** HOW TO COMPLETE THIS TASK **
Copy every line that holds the string "José" from the data below.

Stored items
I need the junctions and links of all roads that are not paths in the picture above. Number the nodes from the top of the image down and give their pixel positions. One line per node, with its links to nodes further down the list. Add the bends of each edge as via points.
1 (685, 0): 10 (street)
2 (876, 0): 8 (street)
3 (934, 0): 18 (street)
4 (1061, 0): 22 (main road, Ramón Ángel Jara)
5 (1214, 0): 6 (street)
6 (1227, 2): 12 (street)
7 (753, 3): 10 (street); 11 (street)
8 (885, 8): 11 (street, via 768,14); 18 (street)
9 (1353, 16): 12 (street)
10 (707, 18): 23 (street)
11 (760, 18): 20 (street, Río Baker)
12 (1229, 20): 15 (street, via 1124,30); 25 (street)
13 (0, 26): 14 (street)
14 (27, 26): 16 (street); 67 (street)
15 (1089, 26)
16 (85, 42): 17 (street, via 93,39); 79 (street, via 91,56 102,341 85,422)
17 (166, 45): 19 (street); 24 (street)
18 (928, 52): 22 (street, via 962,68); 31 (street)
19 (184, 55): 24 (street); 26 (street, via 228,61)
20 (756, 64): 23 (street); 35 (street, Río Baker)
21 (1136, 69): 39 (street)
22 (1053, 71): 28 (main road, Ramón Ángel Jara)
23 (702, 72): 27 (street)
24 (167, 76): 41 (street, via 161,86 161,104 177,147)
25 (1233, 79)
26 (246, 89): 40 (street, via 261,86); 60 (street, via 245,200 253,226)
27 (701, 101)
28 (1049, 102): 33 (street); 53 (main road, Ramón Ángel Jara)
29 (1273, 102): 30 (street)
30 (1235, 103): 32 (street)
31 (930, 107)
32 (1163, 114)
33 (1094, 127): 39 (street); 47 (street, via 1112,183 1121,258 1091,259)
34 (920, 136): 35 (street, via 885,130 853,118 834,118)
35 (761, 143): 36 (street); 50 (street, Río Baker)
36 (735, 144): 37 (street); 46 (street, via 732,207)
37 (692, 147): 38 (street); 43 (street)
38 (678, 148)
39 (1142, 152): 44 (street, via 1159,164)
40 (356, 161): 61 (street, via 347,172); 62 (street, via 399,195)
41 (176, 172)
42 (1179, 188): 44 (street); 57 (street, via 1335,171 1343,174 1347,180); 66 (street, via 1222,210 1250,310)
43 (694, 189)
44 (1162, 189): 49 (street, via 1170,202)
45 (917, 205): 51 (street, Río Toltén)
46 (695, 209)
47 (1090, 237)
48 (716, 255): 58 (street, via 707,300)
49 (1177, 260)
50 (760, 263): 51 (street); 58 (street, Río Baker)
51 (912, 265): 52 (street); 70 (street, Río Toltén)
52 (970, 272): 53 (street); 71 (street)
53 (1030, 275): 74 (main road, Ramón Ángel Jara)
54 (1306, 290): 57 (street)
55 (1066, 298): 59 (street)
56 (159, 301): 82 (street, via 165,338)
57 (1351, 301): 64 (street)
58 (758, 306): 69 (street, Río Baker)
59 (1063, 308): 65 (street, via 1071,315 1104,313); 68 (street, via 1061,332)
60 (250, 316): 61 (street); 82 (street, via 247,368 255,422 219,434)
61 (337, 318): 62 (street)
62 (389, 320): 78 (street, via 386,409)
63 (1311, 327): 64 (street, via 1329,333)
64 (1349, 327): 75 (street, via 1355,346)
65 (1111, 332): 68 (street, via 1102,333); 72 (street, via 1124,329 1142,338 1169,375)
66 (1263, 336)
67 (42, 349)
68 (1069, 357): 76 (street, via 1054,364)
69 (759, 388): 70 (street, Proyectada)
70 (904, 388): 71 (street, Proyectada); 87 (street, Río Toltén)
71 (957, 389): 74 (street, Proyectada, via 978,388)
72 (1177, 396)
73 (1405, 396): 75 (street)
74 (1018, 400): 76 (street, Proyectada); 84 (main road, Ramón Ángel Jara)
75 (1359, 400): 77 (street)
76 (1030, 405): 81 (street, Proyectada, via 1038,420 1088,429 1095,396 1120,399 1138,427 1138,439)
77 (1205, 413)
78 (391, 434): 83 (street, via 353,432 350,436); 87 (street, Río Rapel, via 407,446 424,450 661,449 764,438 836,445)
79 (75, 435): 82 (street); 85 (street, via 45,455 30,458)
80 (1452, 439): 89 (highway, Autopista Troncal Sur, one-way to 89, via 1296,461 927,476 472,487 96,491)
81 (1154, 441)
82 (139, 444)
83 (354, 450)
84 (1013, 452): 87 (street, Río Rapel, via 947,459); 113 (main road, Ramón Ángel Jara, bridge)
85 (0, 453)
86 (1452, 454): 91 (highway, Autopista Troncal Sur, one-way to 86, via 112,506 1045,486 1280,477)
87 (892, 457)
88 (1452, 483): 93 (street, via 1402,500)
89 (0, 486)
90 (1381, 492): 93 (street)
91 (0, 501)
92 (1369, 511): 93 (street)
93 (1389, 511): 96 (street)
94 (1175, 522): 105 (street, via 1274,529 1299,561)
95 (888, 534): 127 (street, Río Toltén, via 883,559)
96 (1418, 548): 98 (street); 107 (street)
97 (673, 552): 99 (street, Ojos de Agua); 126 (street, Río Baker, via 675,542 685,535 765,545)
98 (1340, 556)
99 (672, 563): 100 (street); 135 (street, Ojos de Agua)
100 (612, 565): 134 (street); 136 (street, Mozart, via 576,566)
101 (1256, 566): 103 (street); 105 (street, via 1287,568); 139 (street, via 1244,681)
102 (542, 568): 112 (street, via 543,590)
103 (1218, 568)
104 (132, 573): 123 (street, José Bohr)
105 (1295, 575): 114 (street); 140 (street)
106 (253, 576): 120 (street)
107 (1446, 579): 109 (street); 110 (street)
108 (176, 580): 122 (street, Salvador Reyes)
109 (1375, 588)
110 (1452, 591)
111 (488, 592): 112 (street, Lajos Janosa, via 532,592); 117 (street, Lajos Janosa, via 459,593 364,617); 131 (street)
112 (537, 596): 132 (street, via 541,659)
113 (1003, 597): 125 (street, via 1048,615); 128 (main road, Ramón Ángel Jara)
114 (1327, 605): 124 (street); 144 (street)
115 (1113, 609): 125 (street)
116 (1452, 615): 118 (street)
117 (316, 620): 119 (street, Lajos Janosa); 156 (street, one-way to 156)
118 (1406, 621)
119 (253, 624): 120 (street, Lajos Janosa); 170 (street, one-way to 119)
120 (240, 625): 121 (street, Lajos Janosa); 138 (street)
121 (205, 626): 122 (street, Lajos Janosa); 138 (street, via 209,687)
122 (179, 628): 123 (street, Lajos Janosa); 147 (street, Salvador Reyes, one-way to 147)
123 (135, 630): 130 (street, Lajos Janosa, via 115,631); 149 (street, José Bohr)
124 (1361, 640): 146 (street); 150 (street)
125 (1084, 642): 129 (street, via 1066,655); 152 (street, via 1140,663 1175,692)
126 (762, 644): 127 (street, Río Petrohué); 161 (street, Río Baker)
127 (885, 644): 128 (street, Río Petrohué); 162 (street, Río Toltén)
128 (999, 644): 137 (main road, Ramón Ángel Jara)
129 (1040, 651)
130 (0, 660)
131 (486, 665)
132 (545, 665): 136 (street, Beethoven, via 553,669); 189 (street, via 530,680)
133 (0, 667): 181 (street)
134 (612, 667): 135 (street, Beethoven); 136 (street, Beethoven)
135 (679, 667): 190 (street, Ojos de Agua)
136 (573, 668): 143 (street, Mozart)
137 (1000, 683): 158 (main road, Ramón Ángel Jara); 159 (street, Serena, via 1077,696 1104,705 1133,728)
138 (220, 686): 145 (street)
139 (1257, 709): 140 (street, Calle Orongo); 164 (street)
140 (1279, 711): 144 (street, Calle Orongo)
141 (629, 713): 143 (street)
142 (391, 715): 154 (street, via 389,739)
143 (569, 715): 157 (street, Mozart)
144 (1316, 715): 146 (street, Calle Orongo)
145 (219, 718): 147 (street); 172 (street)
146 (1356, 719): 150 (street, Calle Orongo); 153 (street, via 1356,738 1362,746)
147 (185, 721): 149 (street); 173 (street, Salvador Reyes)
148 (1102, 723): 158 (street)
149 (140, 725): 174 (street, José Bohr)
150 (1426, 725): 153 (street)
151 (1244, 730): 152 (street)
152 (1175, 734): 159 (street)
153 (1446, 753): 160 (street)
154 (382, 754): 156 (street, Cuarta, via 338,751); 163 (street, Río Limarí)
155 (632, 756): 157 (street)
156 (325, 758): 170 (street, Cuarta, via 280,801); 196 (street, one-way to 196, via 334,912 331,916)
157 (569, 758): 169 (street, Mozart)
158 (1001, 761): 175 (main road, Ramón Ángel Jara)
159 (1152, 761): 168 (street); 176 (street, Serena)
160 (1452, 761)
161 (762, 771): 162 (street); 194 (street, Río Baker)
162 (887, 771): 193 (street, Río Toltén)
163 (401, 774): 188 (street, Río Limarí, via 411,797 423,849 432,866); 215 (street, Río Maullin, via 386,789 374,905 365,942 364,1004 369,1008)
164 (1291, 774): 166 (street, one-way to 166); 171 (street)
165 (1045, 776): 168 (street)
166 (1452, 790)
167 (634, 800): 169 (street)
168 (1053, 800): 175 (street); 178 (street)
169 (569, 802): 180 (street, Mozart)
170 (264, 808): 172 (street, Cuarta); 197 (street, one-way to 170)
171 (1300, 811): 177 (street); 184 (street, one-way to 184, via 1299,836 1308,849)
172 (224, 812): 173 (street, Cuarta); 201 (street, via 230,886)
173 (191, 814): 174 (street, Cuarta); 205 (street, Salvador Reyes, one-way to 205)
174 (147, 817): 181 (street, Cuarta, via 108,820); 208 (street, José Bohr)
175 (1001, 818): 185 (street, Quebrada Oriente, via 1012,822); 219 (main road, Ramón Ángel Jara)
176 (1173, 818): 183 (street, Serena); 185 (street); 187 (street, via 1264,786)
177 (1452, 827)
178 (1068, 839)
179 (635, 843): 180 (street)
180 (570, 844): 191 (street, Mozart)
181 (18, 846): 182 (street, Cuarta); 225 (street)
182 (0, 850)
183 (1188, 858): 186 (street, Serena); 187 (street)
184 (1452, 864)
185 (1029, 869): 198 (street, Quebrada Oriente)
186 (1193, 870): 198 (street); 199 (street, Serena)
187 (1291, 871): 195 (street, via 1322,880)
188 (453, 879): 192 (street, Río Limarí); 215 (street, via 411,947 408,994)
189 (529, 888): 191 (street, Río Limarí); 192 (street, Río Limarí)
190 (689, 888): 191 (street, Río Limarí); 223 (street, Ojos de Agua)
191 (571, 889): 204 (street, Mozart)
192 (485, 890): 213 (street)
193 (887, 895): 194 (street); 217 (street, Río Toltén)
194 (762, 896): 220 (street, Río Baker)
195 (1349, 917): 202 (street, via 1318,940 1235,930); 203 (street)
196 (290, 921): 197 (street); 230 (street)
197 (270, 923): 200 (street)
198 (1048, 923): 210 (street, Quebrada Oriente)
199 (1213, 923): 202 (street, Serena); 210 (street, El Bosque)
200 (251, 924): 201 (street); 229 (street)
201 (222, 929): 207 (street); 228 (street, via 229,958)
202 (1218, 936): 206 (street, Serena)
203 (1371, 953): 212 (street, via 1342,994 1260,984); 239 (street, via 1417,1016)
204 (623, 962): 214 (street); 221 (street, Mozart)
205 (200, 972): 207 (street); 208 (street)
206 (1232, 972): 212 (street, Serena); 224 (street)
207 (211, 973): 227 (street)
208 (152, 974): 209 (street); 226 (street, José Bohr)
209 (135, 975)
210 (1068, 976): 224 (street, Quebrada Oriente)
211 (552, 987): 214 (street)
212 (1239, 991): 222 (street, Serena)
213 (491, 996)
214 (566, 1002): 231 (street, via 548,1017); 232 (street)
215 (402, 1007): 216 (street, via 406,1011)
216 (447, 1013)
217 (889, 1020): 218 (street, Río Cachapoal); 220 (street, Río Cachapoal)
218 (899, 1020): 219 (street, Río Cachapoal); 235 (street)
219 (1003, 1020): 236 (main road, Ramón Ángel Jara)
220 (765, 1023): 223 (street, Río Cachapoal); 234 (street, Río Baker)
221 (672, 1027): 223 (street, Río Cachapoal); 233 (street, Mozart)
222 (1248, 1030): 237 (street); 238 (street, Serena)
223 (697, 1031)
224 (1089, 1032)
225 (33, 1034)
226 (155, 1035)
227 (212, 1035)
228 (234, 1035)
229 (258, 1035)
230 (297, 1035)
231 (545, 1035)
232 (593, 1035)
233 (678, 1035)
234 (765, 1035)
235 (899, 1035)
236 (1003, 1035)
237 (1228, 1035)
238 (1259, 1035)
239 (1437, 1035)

** ANSWER BOX **
104 (132, 573): 123 (street, José Bohr)
123 (135, 630): 130 (street, Lajos Janosa, via 115,631); 149 (street, José Bohr)
149 (140, 725): 174 (street, José Bohr)
174 (147, 817): 181 (street, Cuarta, via 108,820); 208 (street, José Bohr)
208 (152, 974): 209 (street); 226 (street, José Bohr)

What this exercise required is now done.